Taking the lines below one at a time, count those with the string "points" and give the result alone.

[[ GIVEN RECORDS, beginning ]]

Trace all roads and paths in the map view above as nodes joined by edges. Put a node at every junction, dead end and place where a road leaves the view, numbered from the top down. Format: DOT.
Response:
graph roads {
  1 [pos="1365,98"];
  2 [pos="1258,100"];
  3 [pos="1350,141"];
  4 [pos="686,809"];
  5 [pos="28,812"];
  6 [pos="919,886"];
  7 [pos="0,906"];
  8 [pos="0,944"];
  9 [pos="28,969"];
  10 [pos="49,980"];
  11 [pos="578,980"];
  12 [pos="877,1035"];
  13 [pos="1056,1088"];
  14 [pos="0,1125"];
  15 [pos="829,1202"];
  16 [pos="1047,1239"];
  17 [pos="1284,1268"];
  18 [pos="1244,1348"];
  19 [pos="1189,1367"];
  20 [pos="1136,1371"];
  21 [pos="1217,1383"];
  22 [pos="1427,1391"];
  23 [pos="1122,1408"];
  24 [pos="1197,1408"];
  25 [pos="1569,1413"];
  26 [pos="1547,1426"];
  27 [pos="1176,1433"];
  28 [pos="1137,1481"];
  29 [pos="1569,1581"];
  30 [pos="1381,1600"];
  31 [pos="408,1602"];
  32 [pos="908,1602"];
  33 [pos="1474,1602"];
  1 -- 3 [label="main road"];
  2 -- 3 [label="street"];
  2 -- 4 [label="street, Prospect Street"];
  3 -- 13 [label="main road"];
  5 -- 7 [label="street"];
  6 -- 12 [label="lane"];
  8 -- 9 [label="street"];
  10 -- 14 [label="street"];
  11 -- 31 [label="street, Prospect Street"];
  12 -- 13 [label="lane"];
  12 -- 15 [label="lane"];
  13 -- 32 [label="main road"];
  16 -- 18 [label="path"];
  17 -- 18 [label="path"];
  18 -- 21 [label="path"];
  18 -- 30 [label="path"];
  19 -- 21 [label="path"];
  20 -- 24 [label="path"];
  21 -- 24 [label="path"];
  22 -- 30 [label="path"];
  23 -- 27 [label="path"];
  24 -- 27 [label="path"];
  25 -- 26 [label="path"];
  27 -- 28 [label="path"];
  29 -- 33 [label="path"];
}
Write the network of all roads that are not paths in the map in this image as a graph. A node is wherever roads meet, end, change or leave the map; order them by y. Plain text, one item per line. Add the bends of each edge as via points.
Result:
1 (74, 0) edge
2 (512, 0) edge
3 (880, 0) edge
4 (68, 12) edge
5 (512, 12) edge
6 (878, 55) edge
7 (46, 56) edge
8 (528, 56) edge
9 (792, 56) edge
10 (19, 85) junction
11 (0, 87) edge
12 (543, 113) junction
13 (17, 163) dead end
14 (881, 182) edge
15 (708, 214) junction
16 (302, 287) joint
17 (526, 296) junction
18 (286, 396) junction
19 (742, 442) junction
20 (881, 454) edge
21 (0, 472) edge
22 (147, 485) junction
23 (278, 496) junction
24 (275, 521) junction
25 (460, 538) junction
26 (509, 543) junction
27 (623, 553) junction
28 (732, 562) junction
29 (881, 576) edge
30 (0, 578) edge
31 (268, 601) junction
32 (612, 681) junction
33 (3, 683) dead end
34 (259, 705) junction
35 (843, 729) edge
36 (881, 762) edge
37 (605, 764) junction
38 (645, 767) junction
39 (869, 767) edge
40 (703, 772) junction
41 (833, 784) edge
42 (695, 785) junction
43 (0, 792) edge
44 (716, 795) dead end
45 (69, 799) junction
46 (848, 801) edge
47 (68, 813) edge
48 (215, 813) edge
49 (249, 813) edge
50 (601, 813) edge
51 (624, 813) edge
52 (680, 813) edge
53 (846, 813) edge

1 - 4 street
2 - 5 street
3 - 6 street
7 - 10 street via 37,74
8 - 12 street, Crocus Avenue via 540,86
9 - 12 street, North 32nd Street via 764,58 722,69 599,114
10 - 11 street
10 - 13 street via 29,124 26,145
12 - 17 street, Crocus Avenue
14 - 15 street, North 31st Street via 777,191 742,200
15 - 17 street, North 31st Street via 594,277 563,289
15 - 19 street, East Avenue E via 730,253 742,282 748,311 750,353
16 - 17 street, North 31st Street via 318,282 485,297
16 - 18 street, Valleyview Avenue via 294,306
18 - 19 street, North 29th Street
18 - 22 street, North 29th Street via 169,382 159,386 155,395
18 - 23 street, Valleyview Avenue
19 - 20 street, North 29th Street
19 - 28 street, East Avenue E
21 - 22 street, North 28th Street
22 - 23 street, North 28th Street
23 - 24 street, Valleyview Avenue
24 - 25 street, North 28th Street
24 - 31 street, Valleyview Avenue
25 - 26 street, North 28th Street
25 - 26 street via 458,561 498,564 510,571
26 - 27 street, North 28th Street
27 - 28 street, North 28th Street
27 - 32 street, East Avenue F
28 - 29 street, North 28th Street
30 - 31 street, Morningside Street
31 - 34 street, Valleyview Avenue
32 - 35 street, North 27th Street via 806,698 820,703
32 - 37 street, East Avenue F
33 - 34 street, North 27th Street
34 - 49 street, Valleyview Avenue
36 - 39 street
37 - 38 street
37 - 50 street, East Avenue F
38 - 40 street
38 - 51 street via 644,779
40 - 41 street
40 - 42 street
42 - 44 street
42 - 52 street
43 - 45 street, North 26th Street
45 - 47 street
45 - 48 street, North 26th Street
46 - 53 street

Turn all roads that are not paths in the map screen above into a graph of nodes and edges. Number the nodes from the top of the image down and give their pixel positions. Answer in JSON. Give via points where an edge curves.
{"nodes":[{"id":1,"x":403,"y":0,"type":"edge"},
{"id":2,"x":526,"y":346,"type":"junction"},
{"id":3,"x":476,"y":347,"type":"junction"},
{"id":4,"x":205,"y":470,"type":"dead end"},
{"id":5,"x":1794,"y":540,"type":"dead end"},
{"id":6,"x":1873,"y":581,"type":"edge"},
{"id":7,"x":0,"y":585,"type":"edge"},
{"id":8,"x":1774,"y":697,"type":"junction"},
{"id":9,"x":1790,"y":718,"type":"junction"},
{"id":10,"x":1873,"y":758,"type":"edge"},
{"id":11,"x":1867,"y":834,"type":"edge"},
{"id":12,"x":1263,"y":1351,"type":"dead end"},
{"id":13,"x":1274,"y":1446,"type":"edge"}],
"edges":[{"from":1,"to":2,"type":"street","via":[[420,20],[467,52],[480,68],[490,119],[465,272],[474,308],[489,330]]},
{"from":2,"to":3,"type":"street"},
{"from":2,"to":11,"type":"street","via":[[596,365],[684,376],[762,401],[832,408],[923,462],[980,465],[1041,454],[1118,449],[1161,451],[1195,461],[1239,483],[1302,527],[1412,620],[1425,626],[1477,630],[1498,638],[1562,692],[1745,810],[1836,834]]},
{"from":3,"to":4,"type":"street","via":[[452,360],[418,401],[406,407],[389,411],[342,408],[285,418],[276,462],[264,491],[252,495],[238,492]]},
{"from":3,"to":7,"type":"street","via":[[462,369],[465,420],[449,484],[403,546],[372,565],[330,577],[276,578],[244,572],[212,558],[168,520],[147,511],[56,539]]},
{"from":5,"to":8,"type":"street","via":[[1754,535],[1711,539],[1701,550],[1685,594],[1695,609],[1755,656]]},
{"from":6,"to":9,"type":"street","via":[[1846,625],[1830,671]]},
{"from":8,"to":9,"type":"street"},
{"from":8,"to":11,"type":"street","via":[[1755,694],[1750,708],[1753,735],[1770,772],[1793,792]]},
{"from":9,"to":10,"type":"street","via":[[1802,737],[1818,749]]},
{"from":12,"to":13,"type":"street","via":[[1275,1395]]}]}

[[ GIVEN RECORDS, end ]]

• _OUTPUT OF THE TASK_: 2